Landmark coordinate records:
..............................

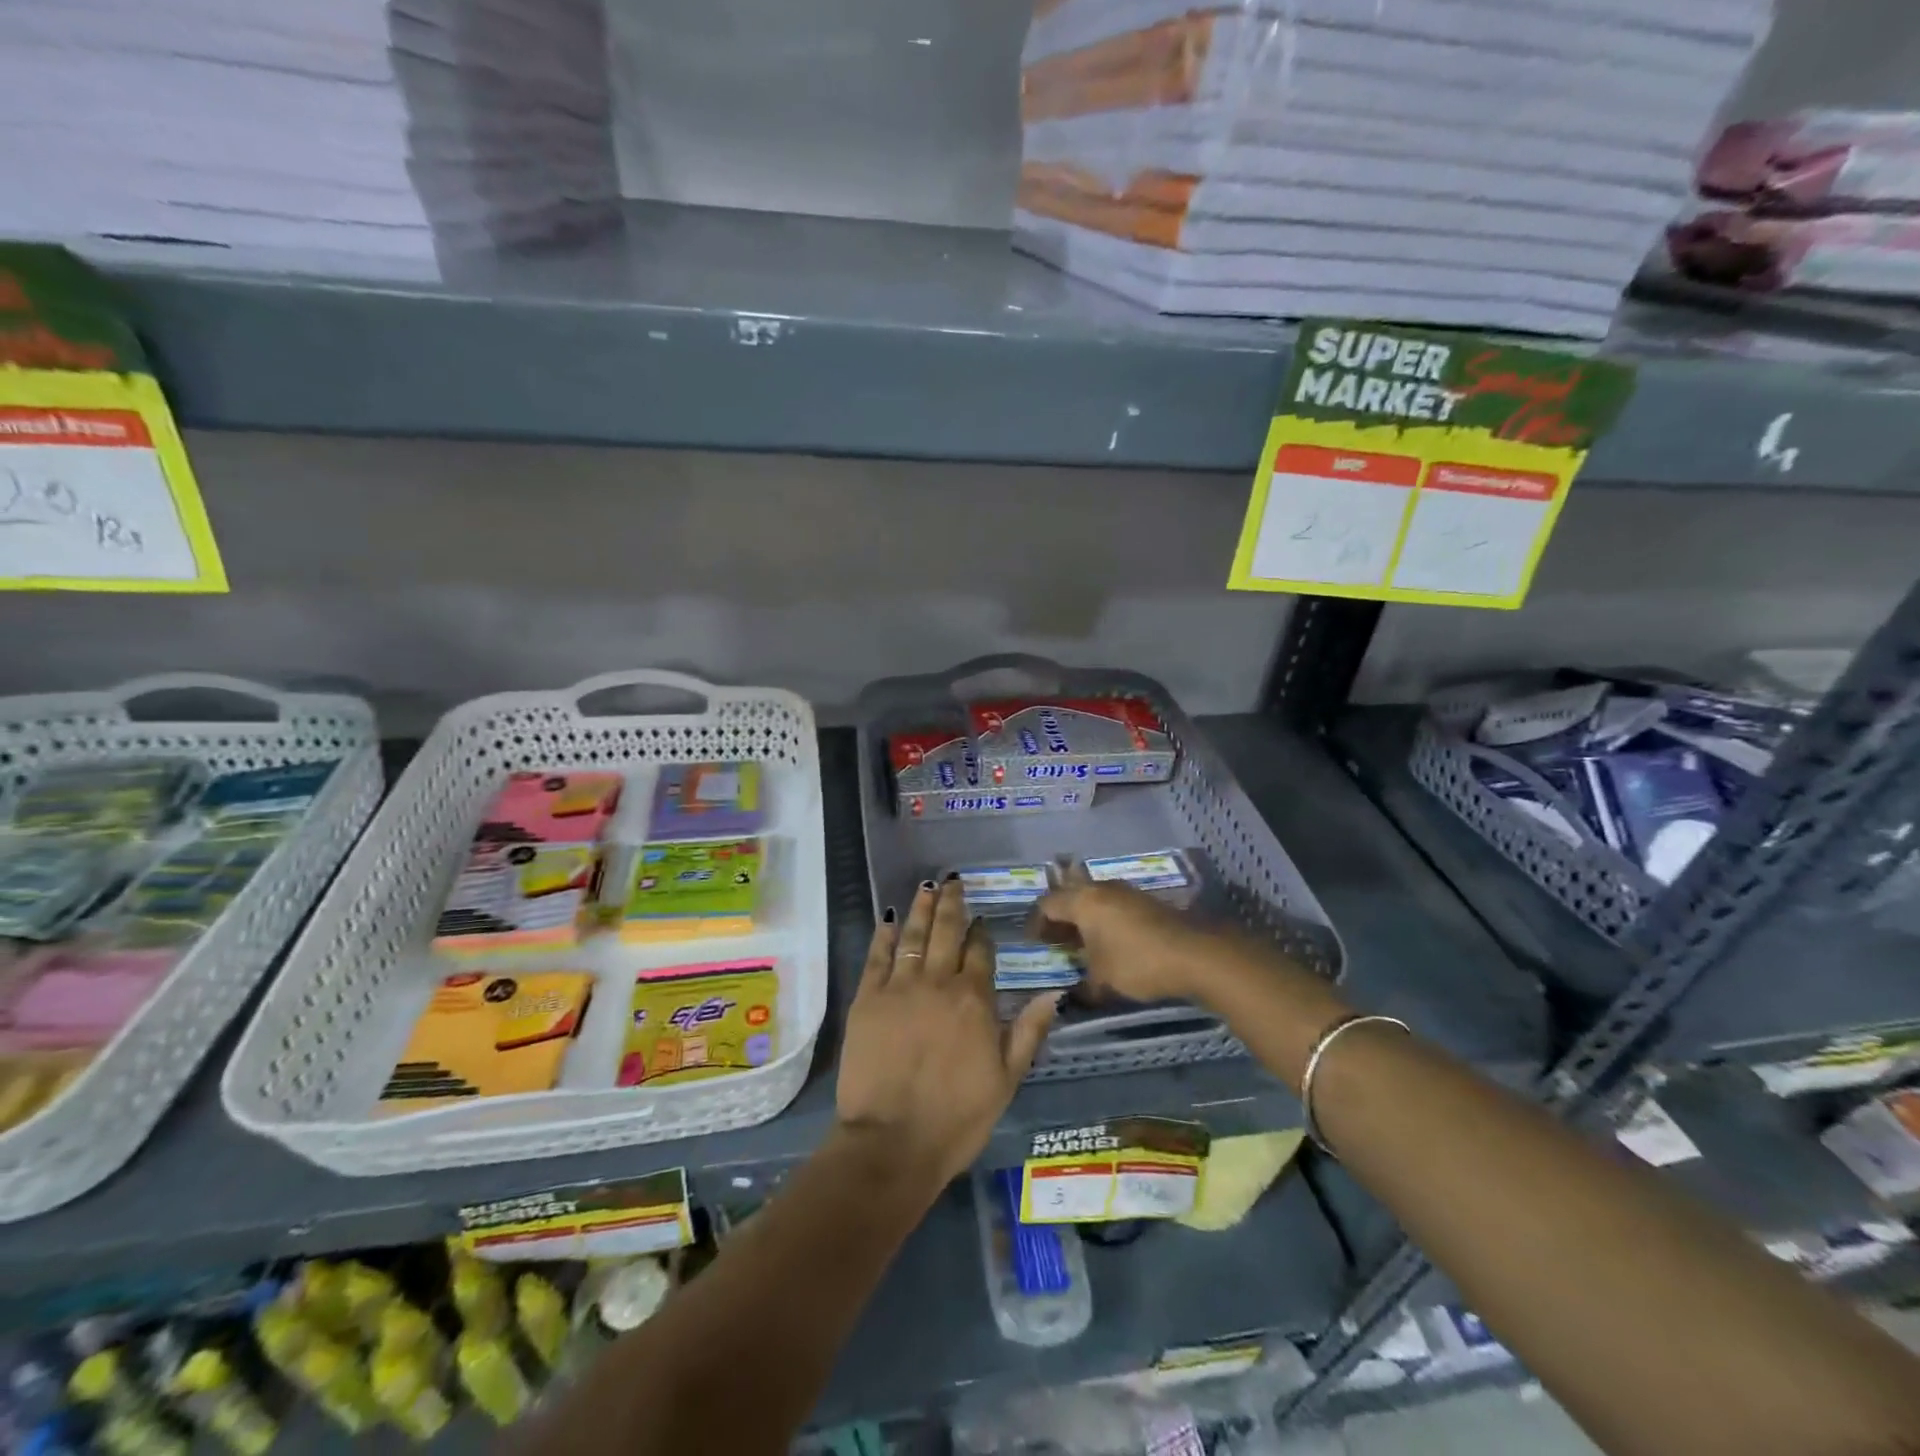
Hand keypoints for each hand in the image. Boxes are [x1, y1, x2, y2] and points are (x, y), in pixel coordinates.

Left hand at [837, 879, 1059, 1187]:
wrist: (892, 1142)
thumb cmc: (957, 1117)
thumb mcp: (1006, 1079)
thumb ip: (1030, 1030)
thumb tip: (1054, 992)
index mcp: (974, 999)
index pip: (981, 952)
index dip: (982, 934)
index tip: (981, 921)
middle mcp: (938, 982)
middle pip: (947, 932)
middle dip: (952, 905)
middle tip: (953, 881)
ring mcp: (899, 987)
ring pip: (914, 935)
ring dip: (922, 909)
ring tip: (927, 887)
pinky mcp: (867, 998)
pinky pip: (877, 956)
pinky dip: (884, 935)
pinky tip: (889, 919)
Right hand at [1027, 874, 1219, 1003]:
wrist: (1195, 954)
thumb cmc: (1137, 963)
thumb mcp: (1102, 980)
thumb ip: (1081, 986)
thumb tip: (1071, 996)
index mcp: (1083, 901)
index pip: (1047, 904)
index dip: (1036, 923)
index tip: (1034, 943)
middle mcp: (1101, 889)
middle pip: (1069, 896)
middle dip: (1059, 918)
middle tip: (1054, 941)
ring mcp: (1126, 892)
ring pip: (1093, 899)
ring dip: (1082, 918)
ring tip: (1080, 944)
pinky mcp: (1145, 902)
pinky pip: (1112, 905)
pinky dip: (1102, 920)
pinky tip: (1107, 943)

..............................

=== EXERCISE DIRECTIONS ===
Give the entries again, exactly and in full, with no image included.

=== RESPONSE TO THIS TASK ===
Hand keypoints for each hand in the image. Boxes are [x1, y1, x2, y2] and points are (x, y), in pixel coordinates.

Left hand at [837, 879, 1059, 1187]:
wrist: (892, 1142)
thumb cmc: (957, 1117)
thumb mcp: (1006, 1079)
thumb ip: (1030, 1030)
thumb tip: (1054, 992)
index mcp: (974, 999)
index pip: (981, 952)
index dip: (982, 934)
index tip: (981, 921)
middle mcp: (938, 982)
middle pip: (947, 932)
middle dip: (952, 905)
middle tip: (953, 881)
ring mcp: (899, 987)
ring pip: (914, 935)
ring dip: (922, 909)
ring tip: (927, 887)
pinky mcp: (867, 998)
pinky pip: (877, 956)
pinky dip: (884, 935)
pinky tip: (889, 919)
Right hand at [1027, 874, 1219, 1003]:
wrist: (1195, 954)
thumb cmc: (1137, 963)
thumb mcp: (1102, 980)
thumb ip: (1081, 986)
thumb tip: (1071, 996)
index mcp: (1083, 901)
index pip: (1047, 904)
index dip: (1036, 923)
index tip: (1034, 943)
middle mcp: (1101, 889)
middle pip: (1069, 896)
middle dip: (1059, 918)
middle tip: (1054, 941)
ring mcp: (1126, 892)
ring pip: (1093, 899)
ring dip: (1082, 918)
ring tip: (1080, 944)
pinky mcp: (1145, 902)
pinky pip: (1112, 905)
pinky dip: (1102, 920)
pinky tip: (1107, 943)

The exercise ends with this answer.